Cancer Research UK was at the heart of this maturation, so as part of our High-Impact Science series, we thought we’d go back and revisit a discovery that not only spawned a whole new field of cancer research, but led directly to the development of drugs that are used to treat cancer patients today.
(I’ve had) The time of my life
It was 1983, and the study of rare viruses that caused tumours was all the rage. Although we now know differently, many researchers at that time believed that all cancers were caused by infections, and many labs around the world were hunting for them. Strange as it may seem now, the idea our own cellular machinery going wrong could cause cancer was still in its infancy.
Scientists at London’s Imperial Cancer Research Fund laboratories (now Cancer Research UK’s London Research Institute) were making crucial advances in this field and the labs were buzzing with excitement and activity. Against this backdrop, a young scientist called Julian Downward was interested in a relatively unknown protein made by our cells, known as epidermal growth factor receptor or EGFR for short.
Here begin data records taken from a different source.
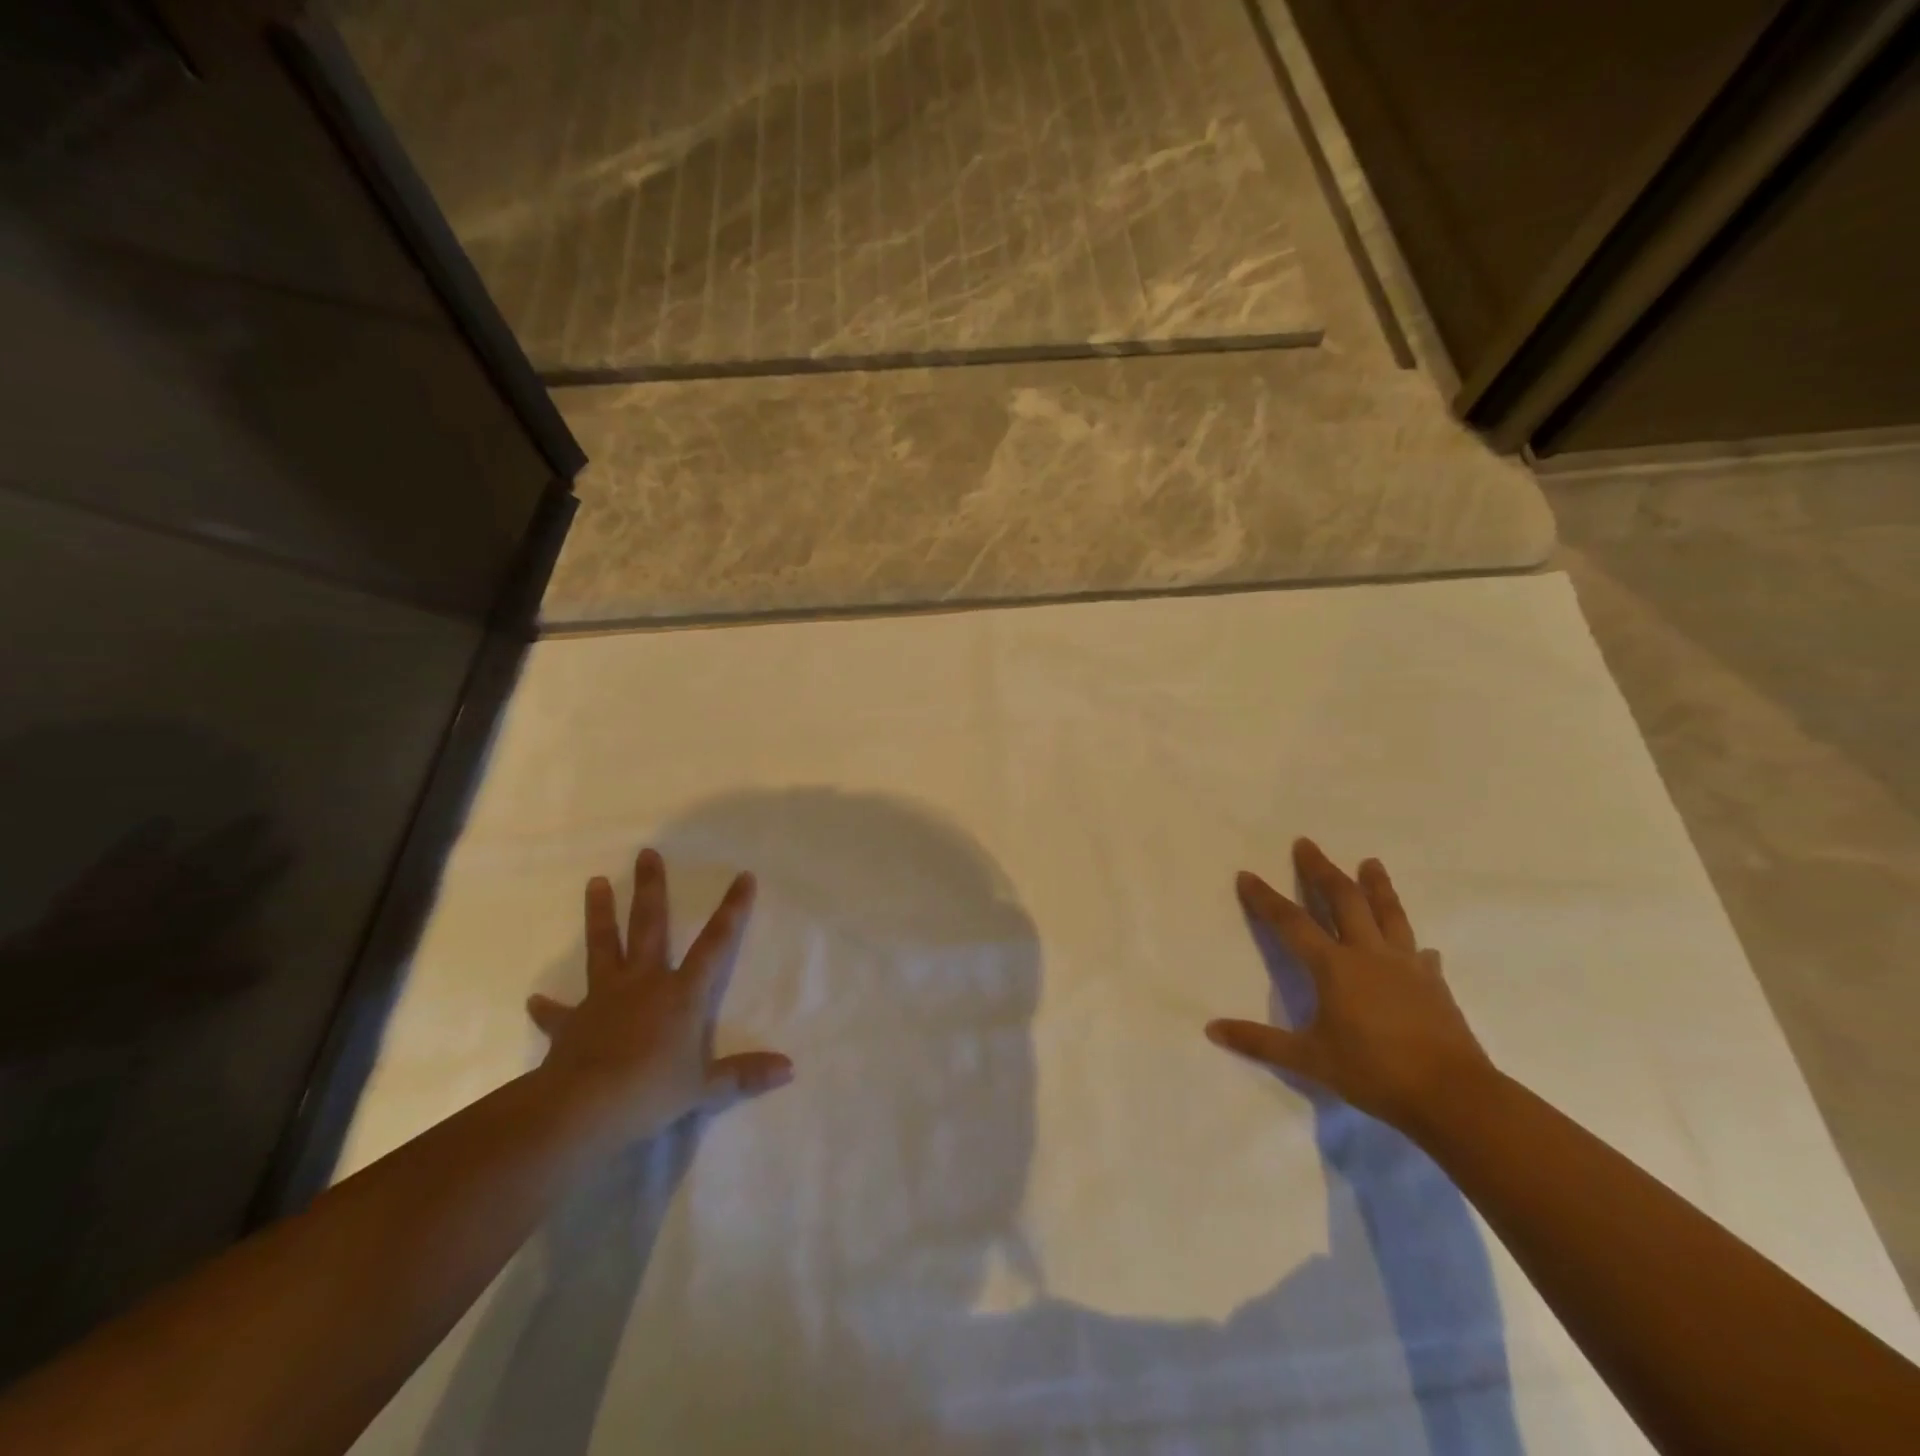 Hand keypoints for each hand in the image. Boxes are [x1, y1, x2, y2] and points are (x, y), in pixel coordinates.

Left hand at [527, 848, 792, 1144]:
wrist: (582, 1108)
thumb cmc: (650, 1091)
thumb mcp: (704, 1087)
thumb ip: (743, 1074)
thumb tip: (789, 1069)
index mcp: (681, 993)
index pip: (715, 944)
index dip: (731, 910)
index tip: (742, 876)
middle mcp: (644, 982)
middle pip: (649, 925)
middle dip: (651, 888)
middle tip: (645, 854)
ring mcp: (604, 998)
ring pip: (603, 946)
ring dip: (600, 914)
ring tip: (596, 882)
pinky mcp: (572, 1022)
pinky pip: (559, 1011)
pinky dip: (547, 1007)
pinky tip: (533, 999)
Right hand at [1206, 838, 1494, 1133]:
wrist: (1453, 1095)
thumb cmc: (1374, 1072)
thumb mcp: (1309, 1060)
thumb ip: (1259, 1042)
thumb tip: (1212, 1029)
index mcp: (1334, 967)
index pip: (1291, 923)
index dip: (1265, 899)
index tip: (1247, 875)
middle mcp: (1368, 954)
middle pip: (1343, 900)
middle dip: (1321, 870)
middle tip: (1306, 844)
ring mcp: (1406, 966)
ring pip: (1388, 914)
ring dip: (1376, 885)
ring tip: (1371, 862)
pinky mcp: (1434, 985)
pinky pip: (1420, 954)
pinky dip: (1412, 944)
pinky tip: (1418, 948) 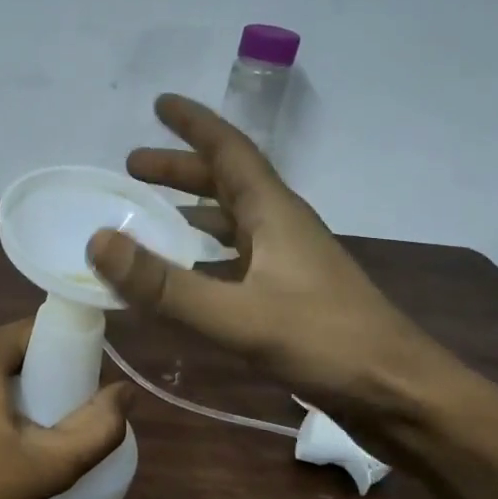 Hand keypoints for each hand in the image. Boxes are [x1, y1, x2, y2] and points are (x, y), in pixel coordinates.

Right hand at [87, 94, 468, 455]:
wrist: (400, 394)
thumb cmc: (324, 342)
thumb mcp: (237, 314)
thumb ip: (164, 283)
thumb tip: (97, 241)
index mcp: (273, 213)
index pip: (229, 150)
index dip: (194, 124)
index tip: (159, 104)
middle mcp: (282, 227)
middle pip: (227, 182)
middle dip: (180, 169)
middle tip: (132, 167)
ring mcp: (290, 262)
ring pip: (233, 220)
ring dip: (192, 209)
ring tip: (151, 215)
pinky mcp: (292, 294)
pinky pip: (238, 257)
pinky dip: (205, 253)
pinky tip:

At the time, researchers had discovered that EGFR could control cell division in certain types of cell. But only a handful of labs around the world were even remotely interested, and linking this protein to cancer was a long way off. Nevertheless, Downward and his colleague Dr Mike Waterfield were intrigued by EGFR and wanted to understand how it worked.
Get into the groove
Proteins are made of long chains of smaller building blocks called amino acids. The exact order of amino acids in the chain causes it to twist, tangle and loop, producing a distinctive three-dimensional structure.
This gives each protein its ‘personality’, allowing it to do its proper job in a cell. So to reveal the secrets contained within EGFR’s nooks and crannies, Dr Downward had to work out its exact amino acid sequence – something that had hadn’t been done before.
He started by isolating large quantities of EGFR from human cancer cells, using innovative techniques pioneered by colleagues in his lab. Next, he took the chemical equivalent of a sledgehammer and smashed EGFR up into tiny pieces.
These were then fed, one by one, into a machine developed by researchers in the lab called a gas-phase sequencer, which chewed them up and spat out their amino acid sequence. Finally, Downward had what he needed and his detective work could begin.
What a feeling
He started by asking whether his amino acid sequences were present in other molecules. Proteins that share similar arrangements of amino acids along their length often do similar jobs inside cells, so was this the case with EGFR?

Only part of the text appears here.